**WHAT IS BEING ASKED:** In the listing below, which lines contain the string "then"? Copy them all.

** EXERCISE MATERIAL follows **

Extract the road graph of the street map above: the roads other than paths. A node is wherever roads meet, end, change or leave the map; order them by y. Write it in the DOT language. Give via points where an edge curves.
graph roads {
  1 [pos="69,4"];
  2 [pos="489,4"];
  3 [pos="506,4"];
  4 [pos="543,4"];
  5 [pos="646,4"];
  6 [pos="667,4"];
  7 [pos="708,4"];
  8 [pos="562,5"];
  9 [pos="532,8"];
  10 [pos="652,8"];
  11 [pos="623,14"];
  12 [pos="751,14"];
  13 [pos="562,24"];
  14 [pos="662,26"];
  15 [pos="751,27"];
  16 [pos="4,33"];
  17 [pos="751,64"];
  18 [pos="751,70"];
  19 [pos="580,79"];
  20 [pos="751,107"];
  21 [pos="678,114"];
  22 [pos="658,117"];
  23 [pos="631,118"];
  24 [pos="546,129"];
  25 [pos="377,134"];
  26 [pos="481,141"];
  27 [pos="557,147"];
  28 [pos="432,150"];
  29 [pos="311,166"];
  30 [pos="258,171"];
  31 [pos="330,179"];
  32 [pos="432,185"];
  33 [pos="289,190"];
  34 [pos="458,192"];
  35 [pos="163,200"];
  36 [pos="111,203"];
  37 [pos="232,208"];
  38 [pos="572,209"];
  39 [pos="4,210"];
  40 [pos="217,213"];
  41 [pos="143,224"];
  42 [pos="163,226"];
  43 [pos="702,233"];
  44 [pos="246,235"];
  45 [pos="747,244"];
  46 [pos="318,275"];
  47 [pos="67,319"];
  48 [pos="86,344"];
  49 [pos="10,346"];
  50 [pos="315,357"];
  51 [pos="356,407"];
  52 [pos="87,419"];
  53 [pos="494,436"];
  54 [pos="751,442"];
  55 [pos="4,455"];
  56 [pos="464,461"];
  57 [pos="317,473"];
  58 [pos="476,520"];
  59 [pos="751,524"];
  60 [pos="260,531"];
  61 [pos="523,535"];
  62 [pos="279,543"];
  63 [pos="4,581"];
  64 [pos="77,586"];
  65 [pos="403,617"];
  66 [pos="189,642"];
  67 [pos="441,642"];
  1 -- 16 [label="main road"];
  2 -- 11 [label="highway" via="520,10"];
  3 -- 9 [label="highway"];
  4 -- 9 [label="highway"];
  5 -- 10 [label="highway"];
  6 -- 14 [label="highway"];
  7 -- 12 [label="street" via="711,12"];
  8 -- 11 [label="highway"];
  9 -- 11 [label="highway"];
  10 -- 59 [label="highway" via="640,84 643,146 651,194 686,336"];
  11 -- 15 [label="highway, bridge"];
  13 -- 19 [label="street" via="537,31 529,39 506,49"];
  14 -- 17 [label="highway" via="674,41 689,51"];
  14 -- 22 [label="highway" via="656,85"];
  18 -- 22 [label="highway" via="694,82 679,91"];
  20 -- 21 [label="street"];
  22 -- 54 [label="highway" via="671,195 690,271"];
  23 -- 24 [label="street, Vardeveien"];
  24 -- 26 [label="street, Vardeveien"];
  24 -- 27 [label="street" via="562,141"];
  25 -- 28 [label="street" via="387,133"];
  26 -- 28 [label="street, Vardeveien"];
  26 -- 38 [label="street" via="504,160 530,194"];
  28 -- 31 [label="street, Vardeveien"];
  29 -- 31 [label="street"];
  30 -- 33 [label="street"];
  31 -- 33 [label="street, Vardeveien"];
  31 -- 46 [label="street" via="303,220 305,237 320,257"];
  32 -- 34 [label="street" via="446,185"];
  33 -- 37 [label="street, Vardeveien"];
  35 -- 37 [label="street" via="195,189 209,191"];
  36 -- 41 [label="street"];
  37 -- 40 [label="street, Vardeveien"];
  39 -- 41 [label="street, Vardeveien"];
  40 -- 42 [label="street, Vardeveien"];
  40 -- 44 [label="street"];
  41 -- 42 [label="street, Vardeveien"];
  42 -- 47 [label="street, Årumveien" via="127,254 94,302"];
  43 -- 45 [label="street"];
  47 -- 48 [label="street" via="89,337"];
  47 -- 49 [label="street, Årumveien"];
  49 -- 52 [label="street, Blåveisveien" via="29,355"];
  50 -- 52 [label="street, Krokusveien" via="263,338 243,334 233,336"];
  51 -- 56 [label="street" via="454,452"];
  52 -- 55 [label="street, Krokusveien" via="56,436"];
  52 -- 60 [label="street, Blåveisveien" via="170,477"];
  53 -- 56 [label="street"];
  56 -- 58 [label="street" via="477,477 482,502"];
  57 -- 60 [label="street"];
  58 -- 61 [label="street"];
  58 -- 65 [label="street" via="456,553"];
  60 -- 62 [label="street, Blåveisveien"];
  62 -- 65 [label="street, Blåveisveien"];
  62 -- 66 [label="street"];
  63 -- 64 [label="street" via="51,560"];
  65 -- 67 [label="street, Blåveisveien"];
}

** End of EXERCISE MATERIAL **
** EXERCISE MATERIAL follows **

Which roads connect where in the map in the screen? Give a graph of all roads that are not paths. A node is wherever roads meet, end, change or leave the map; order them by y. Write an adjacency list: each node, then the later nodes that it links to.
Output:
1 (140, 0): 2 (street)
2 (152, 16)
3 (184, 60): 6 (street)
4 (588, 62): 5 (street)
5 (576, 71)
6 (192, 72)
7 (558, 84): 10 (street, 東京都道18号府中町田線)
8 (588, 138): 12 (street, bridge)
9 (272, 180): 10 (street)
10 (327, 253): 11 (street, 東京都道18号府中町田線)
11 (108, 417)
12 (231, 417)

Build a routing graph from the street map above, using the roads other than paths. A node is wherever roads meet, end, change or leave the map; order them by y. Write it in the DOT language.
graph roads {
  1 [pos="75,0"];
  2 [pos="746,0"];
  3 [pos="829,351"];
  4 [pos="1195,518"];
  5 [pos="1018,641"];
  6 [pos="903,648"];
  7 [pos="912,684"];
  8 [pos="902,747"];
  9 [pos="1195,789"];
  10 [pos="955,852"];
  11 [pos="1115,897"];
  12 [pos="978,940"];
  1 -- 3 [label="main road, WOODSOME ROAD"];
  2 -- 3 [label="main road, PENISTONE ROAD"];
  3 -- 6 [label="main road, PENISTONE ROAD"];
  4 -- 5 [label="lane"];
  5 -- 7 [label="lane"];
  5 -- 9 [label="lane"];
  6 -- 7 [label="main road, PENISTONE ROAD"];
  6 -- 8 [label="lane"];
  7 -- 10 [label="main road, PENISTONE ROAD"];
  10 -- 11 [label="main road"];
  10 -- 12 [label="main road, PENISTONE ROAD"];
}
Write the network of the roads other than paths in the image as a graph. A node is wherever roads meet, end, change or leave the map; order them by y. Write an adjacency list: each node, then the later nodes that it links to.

** End of EXERCISE MATERIAL **

**RESULT OF THIS TASK:**
Which roads connect where in the map in the screen? Give a graph of all roads that are not paths. A node is wherever roads meet, end, change or leave the map; order them by y. Write an adjacency list: each node, then the later nodes that it links to.
Write the network of the roads other than paths in the image as a graph. A node is wherever roads meet, end, change or leave the map; order them by y. Write an adjacency list: each node, then the later nodes that it links to.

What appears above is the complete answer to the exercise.